Scan the records below, and wherever a line has the word "Guerrillero", pull it out.

::: DATA FOR REVIEW :::

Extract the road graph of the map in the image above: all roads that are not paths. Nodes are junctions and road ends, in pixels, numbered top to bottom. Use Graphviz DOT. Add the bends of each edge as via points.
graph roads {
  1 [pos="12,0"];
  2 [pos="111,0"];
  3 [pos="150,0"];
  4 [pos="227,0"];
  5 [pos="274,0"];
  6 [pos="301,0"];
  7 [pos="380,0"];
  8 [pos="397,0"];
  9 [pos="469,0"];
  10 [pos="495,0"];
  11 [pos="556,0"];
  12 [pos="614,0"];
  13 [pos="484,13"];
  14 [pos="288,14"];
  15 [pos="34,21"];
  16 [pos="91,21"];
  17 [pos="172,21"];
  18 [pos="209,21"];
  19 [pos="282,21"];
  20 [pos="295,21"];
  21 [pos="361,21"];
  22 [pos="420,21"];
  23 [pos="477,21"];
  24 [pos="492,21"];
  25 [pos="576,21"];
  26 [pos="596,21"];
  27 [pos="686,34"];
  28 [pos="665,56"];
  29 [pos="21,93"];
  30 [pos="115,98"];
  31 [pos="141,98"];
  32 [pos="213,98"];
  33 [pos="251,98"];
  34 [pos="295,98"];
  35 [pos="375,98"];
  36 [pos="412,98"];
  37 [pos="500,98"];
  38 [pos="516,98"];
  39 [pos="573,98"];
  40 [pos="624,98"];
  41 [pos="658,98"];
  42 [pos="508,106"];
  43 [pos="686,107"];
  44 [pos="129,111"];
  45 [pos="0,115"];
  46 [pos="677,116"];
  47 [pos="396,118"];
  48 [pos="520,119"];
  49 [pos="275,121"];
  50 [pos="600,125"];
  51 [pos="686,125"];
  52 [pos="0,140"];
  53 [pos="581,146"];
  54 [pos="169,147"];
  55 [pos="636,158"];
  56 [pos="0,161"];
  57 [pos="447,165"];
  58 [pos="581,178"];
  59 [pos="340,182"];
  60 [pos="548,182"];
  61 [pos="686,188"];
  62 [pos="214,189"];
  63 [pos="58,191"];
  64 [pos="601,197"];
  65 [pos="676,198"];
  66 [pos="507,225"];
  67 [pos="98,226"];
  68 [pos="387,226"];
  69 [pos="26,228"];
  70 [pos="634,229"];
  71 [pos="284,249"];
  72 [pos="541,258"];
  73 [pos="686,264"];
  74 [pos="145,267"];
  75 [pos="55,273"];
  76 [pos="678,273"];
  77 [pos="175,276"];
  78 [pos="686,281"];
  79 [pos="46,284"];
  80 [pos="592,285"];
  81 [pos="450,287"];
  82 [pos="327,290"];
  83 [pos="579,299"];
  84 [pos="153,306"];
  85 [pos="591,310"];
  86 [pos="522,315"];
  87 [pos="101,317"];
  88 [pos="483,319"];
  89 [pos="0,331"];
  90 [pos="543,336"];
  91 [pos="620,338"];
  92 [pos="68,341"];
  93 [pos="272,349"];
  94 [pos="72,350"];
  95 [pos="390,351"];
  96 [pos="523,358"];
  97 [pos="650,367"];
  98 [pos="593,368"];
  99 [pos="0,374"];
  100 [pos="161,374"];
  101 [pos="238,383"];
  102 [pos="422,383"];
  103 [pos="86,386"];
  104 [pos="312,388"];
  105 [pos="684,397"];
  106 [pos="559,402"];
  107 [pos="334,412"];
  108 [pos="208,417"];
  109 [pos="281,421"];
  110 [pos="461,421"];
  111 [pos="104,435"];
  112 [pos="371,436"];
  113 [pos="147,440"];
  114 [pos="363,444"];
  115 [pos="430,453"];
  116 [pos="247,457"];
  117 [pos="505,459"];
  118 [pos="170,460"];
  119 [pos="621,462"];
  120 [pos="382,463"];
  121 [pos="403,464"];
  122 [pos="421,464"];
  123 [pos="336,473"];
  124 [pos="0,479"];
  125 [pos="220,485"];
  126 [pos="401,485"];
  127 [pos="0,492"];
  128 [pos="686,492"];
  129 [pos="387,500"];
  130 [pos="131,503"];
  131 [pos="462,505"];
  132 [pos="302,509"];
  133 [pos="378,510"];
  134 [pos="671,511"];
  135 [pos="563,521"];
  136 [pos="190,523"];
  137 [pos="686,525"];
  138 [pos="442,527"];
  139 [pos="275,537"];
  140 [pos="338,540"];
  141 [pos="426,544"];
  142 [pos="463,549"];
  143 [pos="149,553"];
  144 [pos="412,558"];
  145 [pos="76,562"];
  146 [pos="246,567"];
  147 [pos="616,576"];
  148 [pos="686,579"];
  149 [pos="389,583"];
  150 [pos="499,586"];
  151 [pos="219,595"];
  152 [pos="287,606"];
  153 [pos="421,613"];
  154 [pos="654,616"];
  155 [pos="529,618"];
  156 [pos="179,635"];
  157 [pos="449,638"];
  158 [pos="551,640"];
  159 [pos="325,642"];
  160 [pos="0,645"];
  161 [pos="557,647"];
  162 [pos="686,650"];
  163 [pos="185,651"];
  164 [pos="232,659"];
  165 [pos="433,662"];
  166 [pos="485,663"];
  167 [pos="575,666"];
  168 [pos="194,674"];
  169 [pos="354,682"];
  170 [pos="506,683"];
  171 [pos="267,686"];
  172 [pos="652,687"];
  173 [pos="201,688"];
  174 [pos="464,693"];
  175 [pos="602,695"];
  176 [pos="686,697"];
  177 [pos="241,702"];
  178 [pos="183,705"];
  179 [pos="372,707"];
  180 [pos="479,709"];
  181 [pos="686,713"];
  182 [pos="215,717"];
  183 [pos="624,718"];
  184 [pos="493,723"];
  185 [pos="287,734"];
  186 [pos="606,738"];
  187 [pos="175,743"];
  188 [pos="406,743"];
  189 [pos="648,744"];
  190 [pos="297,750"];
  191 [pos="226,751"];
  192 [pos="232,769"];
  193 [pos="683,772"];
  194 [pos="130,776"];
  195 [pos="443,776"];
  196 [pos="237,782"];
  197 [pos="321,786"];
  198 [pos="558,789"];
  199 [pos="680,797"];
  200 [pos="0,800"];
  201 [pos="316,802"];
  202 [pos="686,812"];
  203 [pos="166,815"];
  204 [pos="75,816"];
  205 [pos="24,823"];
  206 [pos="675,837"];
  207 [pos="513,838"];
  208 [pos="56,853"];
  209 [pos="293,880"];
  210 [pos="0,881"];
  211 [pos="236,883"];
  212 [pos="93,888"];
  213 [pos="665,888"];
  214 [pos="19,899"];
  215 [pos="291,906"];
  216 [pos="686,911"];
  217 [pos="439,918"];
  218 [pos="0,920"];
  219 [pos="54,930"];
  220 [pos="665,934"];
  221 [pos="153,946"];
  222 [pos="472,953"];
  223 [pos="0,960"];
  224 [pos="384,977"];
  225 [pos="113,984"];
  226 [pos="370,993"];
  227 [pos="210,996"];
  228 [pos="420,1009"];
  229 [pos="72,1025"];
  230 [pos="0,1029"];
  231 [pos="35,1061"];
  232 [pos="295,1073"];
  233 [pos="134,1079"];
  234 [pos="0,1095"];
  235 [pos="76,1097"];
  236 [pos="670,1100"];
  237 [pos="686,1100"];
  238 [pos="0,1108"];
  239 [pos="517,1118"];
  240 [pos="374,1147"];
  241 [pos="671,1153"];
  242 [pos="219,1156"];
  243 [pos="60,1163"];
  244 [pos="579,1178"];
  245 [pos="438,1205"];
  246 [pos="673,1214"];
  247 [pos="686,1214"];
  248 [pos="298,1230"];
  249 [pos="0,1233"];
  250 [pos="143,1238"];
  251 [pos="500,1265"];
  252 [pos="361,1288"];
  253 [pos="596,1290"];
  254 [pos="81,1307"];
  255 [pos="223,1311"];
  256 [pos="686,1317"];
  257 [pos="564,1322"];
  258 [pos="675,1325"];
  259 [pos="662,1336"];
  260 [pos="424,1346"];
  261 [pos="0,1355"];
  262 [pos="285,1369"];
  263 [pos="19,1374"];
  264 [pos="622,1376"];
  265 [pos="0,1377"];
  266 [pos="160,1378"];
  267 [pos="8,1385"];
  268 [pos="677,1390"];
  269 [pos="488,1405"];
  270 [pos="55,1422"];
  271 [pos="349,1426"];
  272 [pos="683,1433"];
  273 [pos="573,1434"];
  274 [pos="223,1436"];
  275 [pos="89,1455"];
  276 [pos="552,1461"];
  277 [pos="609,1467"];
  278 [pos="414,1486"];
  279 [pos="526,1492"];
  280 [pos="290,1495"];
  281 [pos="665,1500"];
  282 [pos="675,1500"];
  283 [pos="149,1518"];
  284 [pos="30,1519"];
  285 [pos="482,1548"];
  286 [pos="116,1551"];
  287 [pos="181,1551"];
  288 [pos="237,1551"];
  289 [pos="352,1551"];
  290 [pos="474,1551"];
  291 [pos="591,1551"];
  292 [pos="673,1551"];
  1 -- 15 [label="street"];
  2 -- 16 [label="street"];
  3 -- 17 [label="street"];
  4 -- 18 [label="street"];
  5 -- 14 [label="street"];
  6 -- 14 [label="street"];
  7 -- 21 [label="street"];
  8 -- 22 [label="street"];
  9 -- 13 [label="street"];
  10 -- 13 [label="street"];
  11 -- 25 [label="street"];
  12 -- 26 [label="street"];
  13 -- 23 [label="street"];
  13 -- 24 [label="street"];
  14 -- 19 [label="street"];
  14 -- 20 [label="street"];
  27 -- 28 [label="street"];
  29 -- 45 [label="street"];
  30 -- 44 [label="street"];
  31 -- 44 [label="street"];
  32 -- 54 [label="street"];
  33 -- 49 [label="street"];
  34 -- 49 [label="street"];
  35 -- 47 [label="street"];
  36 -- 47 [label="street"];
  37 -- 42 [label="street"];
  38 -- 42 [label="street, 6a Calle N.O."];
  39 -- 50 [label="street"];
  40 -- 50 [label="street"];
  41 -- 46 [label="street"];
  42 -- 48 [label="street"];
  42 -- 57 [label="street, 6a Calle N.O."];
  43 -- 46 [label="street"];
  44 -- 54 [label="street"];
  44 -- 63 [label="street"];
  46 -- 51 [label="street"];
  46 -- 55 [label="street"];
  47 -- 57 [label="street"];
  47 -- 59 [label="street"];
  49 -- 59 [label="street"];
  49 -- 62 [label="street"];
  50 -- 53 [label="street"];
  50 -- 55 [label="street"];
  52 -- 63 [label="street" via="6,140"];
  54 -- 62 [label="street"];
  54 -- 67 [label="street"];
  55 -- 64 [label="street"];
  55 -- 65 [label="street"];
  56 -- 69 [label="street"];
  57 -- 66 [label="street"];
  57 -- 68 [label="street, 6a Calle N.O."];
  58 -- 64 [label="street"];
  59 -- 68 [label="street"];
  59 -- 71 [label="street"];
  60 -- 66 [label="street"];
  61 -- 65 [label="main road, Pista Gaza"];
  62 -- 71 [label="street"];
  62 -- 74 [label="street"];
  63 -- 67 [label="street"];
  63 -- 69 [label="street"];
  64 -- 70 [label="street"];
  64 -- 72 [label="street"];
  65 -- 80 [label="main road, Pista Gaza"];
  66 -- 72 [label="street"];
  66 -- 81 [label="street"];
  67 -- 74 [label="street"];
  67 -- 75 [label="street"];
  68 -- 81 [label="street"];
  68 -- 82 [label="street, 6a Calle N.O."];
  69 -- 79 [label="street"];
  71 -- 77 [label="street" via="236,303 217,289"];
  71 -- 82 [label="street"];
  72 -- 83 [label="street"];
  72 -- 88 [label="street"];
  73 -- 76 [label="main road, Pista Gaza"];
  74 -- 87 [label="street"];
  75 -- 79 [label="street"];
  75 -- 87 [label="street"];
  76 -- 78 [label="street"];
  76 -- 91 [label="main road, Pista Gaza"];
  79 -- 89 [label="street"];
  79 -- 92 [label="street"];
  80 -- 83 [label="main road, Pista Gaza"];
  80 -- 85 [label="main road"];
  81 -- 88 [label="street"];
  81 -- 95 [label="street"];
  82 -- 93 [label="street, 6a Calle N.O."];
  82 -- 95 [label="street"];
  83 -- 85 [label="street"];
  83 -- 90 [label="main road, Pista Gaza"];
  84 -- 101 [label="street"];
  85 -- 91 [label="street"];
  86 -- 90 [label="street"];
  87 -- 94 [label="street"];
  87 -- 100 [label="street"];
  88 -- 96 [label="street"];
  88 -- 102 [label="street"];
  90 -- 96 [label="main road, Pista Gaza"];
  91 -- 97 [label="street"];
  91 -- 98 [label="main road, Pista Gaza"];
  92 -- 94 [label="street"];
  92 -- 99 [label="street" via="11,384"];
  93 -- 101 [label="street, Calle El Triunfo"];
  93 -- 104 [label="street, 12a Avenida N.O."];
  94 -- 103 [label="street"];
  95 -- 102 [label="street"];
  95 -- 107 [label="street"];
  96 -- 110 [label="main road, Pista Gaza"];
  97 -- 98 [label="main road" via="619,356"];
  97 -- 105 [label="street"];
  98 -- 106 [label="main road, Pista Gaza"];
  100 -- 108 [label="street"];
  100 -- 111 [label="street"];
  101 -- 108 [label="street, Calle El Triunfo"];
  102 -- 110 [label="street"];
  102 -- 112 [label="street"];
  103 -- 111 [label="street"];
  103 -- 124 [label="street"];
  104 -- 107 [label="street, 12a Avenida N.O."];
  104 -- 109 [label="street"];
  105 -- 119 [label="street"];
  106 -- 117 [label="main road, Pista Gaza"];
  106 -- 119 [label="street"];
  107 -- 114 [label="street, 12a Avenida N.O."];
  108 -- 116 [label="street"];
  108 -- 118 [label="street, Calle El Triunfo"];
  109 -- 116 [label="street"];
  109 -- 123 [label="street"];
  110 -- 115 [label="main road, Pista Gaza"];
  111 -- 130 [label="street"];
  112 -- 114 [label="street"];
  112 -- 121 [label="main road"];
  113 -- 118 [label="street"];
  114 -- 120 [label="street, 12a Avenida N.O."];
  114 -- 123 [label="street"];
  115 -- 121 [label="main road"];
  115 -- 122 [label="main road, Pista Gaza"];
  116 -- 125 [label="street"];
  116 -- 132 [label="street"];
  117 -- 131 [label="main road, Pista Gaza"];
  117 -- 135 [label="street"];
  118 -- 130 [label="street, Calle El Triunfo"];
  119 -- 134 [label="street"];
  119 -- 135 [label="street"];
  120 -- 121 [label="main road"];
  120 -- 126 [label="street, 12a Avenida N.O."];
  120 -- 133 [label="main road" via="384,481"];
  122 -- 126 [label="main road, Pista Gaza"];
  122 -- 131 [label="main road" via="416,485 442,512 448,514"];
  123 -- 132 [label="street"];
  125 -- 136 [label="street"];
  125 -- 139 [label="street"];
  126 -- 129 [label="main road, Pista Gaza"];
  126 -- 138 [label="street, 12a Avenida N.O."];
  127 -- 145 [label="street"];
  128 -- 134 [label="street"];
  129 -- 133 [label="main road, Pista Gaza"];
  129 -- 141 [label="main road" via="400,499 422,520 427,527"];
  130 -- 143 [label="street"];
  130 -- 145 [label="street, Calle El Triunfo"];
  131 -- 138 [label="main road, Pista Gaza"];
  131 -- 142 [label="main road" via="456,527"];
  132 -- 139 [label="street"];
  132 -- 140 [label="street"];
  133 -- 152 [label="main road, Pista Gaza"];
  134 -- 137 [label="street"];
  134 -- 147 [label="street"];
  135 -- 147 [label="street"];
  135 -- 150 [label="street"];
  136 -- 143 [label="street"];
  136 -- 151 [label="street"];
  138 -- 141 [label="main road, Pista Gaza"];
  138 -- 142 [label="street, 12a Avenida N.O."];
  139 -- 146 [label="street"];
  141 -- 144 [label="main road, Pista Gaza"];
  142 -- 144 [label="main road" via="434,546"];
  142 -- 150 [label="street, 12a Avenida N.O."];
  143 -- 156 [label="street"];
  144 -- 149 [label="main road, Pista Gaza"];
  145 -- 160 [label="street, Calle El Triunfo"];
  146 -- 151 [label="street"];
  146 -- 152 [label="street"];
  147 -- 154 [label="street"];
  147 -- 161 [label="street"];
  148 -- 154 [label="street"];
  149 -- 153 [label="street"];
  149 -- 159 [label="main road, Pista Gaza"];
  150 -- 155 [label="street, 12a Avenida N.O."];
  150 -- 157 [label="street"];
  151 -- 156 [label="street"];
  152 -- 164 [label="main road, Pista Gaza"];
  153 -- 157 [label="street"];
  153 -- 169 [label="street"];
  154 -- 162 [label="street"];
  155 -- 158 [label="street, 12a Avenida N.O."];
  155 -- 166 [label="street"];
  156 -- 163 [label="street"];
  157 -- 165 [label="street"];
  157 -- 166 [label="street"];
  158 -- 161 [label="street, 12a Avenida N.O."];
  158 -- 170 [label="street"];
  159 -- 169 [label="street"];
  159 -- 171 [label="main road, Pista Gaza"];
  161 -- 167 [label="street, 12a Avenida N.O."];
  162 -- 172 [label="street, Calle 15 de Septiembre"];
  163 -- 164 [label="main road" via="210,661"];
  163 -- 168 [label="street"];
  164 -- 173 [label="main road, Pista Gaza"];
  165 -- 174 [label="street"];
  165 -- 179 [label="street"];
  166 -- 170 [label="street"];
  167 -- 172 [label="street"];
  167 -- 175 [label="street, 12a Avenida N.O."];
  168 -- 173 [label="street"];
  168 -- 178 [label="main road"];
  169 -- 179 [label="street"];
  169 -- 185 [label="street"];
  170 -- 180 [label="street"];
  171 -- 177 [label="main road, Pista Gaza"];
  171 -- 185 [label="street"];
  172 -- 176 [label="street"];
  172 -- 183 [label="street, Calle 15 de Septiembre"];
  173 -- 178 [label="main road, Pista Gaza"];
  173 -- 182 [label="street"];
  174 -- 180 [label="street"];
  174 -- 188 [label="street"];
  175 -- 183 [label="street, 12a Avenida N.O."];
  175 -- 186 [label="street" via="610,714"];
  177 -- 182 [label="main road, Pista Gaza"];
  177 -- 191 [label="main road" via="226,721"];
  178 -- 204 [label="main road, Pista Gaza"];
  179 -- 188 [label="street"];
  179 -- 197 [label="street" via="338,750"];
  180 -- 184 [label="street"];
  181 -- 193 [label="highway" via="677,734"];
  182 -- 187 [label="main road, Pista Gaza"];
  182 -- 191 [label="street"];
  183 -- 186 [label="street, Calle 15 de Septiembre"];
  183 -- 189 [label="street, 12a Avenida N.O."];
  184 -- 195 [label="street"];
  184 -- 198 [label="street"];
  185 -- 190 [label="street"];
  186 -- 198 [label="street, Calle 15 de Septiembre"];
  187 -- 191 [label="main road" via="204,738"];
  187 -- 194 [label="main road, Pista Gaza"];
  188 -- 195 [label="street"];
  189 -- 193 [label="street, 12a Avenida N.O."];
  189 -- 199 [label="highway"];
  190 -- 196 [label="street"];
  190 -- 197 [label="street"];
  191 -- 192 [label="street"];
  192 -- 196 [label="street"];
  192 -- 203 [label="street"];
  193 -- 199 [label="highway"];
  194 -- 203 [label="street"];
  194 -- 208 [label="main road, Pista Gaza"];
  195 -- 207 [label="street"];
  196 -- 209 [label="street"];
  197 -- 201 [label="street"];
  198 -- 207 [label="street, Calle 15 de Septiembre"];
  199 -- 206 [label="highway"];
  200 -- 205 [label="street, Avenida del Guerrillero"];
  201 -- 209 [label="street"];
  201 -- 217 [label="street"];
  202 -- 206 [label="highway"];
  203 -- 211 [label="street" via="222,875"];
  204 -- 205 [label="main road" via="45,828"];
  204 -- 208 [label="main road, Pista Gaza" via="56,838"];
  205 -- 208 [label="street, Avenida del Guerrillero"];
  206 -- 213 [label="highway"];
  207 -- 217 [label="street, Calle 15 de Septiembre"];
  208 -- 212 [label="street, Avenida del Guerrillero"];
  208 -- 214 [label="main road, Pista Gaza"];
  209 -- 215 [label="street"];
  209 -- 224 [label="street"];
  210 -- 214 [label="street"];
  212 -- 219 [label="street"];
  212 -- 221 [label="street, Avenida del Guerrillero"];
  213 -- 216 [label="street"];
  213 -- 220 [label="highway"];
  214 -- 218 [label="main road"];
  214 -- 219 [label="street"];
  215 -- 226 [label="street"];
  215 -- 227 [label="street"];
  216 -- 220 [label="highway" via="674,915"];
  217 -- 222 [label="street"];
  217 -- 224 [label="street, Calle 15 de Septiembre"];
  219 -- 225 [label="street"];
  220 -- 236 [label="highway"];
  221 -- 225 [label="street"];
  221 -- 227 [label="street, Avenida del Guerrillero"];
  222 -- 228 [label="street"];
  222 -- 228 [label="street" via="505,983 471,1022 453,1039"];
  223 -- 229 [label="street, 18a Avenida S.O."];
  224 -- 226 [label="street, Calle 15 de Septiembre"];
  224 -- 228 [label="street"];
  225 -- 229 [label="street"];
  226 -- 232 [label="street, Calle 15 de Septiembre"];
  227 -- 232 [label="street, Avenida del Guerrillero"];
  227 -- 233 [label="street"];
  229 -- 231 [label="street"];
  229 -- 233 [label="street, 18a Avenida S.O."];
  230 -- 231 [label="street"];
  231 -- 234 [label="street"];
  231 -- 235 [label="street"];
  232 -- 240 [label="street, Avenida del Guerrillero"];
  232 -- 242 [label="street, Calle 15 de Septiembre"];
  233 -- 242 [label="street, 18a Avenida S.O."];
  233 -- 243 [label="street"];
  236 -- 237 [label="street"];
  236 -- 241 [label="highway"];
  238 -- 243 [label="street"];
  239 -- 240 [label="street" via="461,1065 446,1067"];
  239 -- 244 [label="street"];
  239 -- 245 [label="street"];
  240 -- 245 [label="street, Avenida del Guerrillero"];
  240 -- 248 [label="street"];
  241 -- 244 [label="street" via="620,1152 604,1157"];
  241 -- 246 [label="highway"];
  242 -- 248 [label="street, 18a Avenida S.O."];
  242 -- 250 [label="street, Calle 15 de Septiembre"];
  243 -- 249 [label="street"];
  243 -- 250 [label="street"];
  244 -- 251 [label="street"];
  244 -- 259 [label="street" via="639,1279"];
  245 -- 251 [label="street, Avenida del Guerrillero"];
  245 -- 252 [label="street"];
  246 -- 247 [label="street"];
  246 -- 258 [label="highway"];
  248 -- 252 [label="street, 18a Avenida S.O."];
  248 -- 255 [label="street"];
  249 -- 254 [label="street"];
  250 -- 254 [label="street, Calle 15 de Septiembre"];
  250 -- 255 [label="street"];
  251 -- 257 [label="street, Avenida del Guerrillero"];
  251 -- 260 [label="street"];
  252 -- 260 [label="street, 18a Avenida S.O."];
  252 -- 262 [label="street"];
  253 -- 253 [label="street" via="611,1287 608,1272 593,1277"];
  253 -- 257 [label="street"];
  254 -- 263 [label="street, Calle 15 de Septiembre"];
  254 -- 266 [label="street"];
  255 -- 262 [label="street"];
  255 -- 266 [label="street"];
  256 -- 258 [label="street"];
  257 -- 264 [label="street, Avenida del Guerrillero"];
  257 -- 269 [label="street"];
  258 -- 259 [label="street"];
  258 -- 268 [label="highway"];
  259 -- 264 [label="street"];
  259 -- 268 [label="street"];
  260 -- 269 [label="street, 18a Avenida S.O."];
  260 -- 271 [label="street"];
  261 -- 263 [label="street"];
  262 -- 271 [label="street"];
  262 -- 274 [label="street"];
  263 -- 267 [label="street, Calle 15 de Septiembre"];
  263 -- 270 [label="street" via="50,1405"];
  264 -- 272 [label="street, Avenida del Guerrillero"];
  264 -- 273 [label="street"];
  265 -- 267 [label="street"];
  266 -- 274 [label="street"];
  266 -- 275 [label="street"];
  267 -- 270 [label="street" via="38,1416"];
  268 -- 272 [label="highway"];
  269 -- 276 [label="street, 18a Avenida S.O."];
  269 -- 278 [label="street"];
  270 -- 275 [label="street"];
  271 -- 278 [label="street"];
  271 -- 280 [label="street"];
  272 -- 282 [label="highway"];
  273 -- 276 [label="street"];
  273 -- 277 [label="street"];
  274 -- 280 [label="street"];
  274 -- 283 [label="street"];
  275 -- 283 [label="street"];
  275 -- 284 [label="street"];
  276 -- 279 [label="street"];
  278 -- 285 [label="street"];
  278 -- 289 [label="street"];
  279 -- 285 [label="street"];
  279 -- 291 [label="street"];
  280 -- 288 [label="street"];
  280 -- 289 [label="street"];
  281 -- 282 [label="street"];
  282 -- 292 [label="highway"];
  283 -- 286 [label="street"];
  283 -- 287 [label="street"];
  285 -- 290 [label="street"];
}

:::

- REPLY
  200 -- 205 [label="street, Avenida del Guerrillero"];
  205 -- 208 [label="street, Avenida del Guerrillero"];
  208 -- 212 [label="street, Avenida del Guerrillero"];
  212 -- 221 [label="street, Avenida del Guerrillero"];
  221 -- 227 [label="street, Avenida del Guerrillero"];
  227 -- 232 [label="street, Avenida del Guerrillero"];
  232 -- 240 [label="street, Avenida del Guerrillero"];
  240 -- 245 [label="street, Avenida del Guerrillero"];
  245 -- 251 [label="street, Avenida del Guerrillero"];
  251 -- 257 [label="street, Avenida del Guerrillero"];
  257 -- 264 [label="street, Avenida del Guerrillero"];
  264 -- 272 [label="street, Avenida del Guerrillero"];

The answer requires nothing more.